Ces patients étaient fragilisés en raison de l’impotence fonctionnelle due aux atteintes articulaires altérant leur hygiène bucco-dentaire. De plus, la prévalence du syndrome de Gougerot-Sjögren associée à la polyarthrite rhumatoïde étant très importante, ce syndrome entraîne une diminution du flux salivaire pouvant alors augmenter le risque carieux.

Les tests d’évaluation clinique des facteurs de risque carieux Ivoclar Vivadent ont été utilisés. Afin d’évaluer le risque carieux de cette population, l’étude a mesuré le pouvoir tampon salivaire, le débit salivaire en ml/min et les taux de S. mutans et de lactobacilles salivaires (en UFC/ml). Elle a mis en évidence une forte proportion de patients présentant un taux de S. mutans supérieur à 105 UFC/ml de salive, taux qui est corrélé à un fort risque carieux lorsqu’il dépasse 105 UFC/ml de salive. Le pouvoir tampon salivaire était fortement altéré pour presque la moitié de l’échantillon et associé à un débit salivaire diminué pour plus de 40 % des sujets.

L’évaluation globale des paramètres cliniques salivaires est donc en faveur d’un risque carieux élevé pour cette population fragilisée et justifie alors une prise en charge spécifique afin de mettre en place les actions de prévention et les soins nécessaires.

Conclusion

Les techniques décrites ici optimisent la prise en charge par l’adaptation des thérapeutiques au véritable risque carieux du patient. De plus, ce sont des arguments très efficaces, le patient prenant conscience de la nécessité d’une bonne hygiène bucco-dentaire par la démonstration scientifique du praticien.

L’utilisation de ces tests permet donc de pérenniser les soins et les reconstructions prothétiques par le maintien d’une hygiène bucco-dentaire de qualité. Cette démarche s’inscrit donc dans l’évolution de l’exercice du chirurgien-dentiste passant d’un modèle traditionnel mécaniste à une approche médicale préventive [17]. Le patient à risque carieux avéré pourra ainsi bénéficier des acquis validés en matière de prévention bucco-dentaire : motivation à l’hygiène, fluoration topique (applications de fluorures topiques, scellement des puits et fissures) et fluoration systémique pour l’enfant de la naissance à l’âge de 12 ans (eaux de boisson, sel, comprimés) [28].

Si, au troisième millénaire, la qualité technique de la prise en charge thérapeutique continue de progresser comme elle l’a fait de manière exponentielle au cours du XXe siècle, l’approche préventive deviendra prépondérante.

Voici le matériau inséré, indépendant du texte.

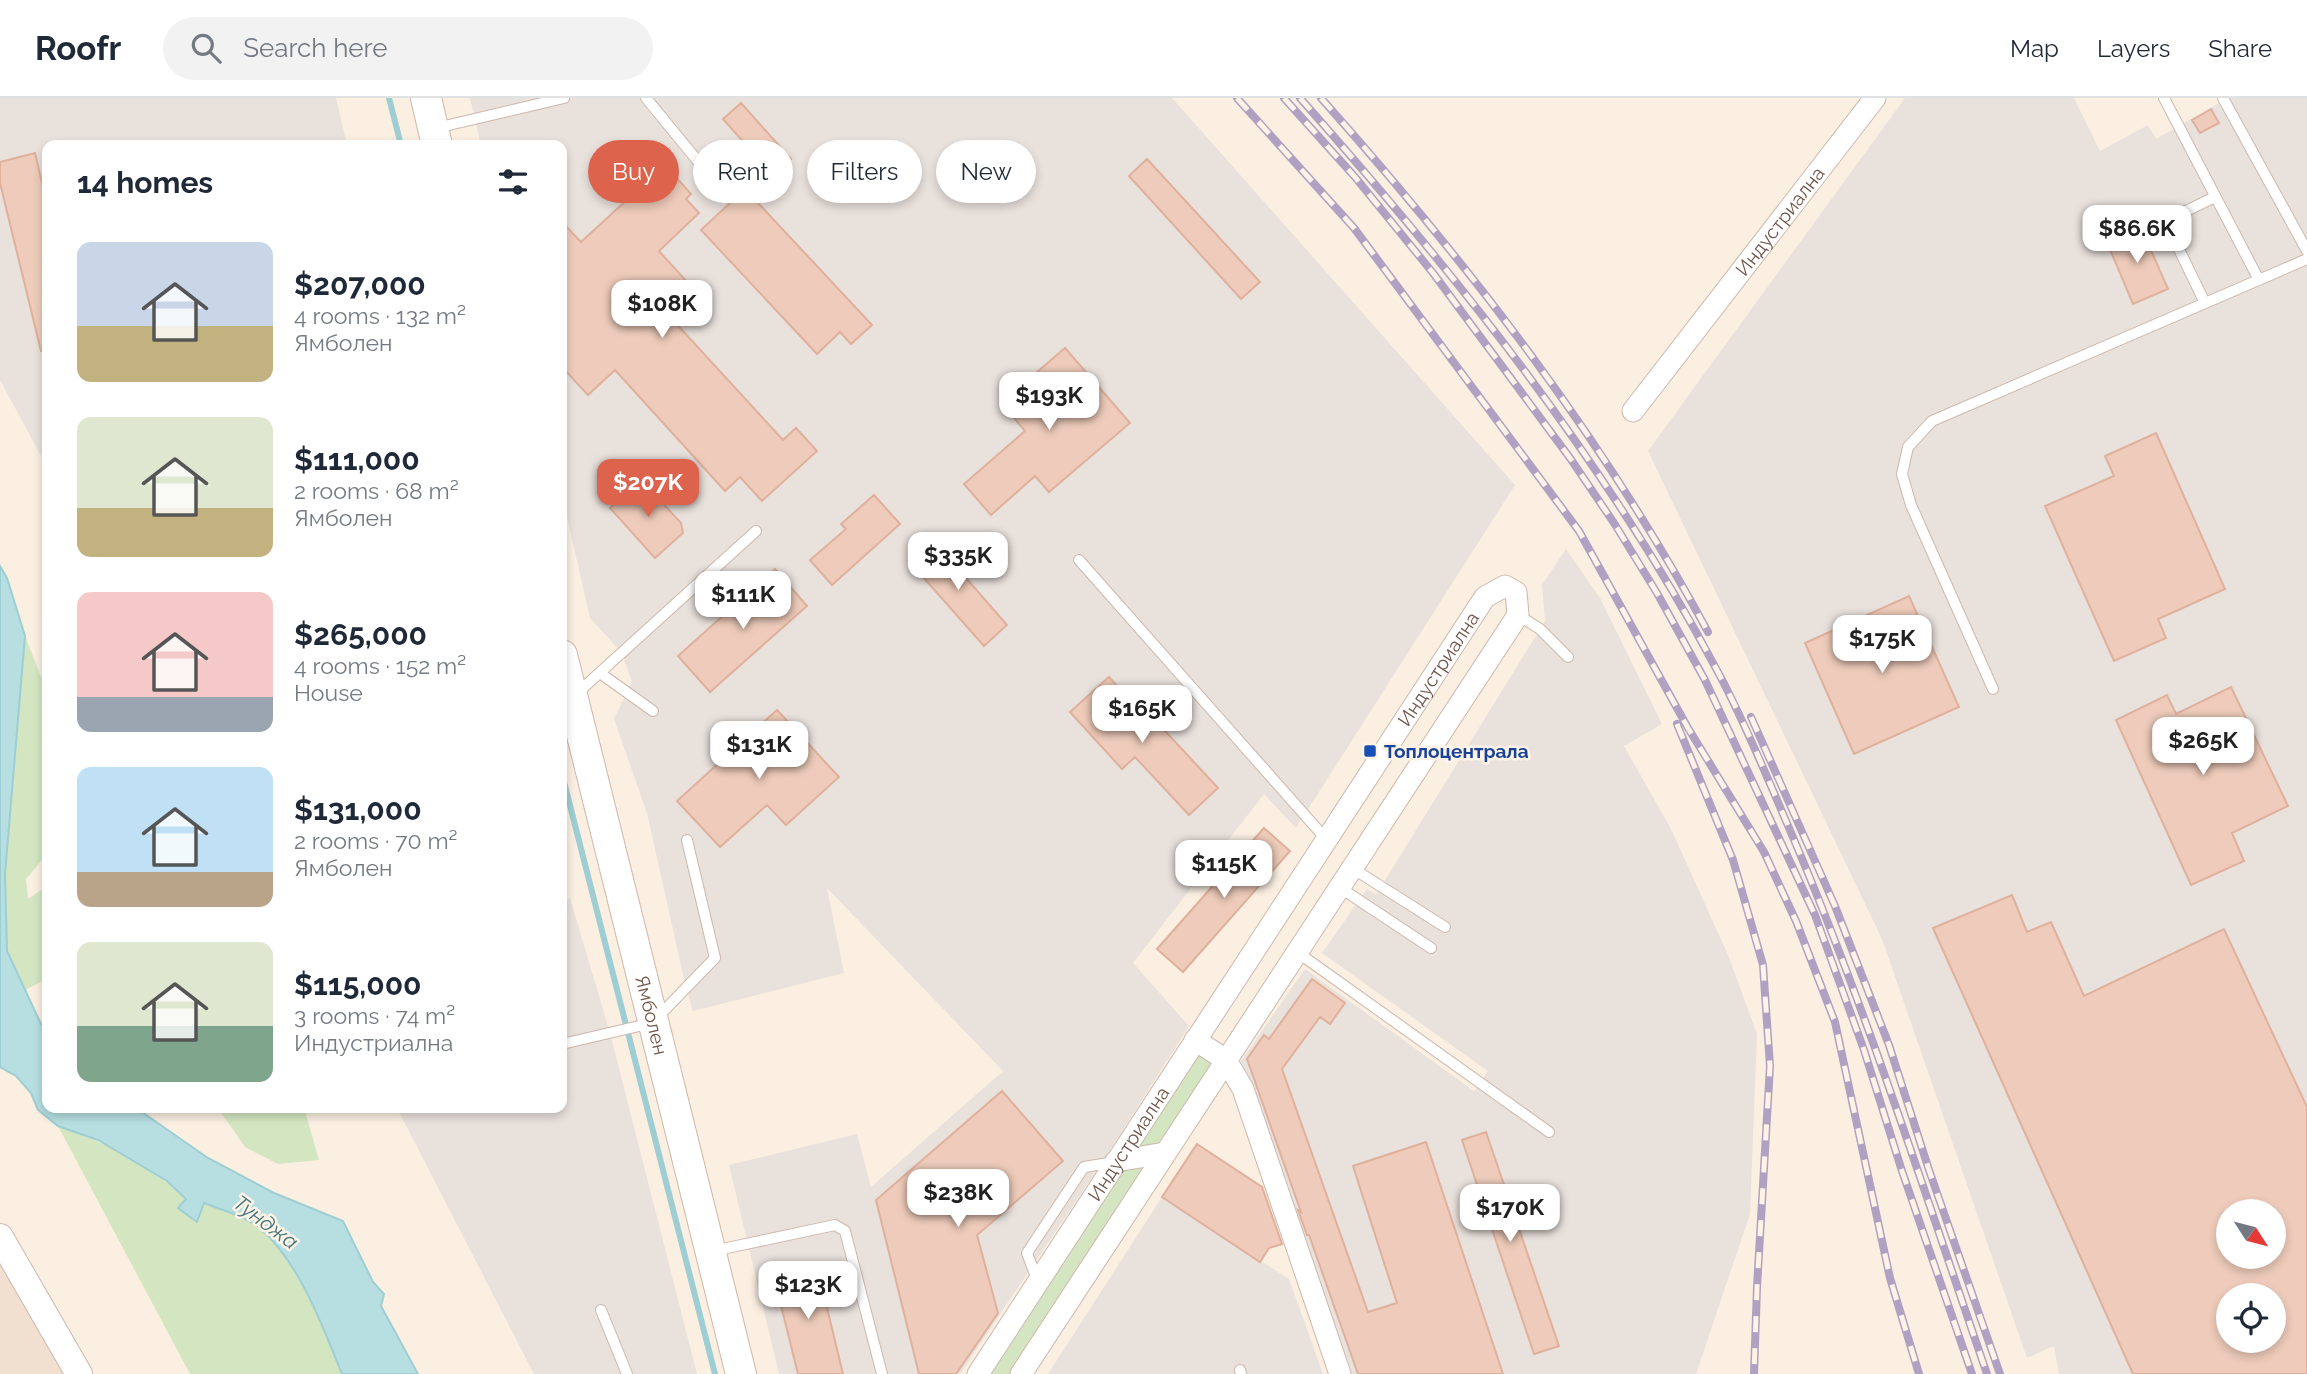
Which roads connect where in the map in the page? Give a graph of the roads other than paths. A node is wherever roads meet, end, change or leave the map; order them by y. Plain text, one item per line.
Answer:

On peut en résumer simplement la philosophie de la manière suivante :

– privilégier une prise en charge globale du patient en intégrant ses caractéristiques physiques mais aussi psychiques et sociales lors de l’élaboration du programme de prévention ;

– faire participer activement le patient à la prise de décisions en utilisant les moyens pédagogiques actuels de motivation (visualisation de la plaque dentaire, analyse des paramètres salivaires…) et d’information ;

– informer et éduquer le patient, le motiver à maintenir un excellent niveau d’hygiène bucco-dentaire.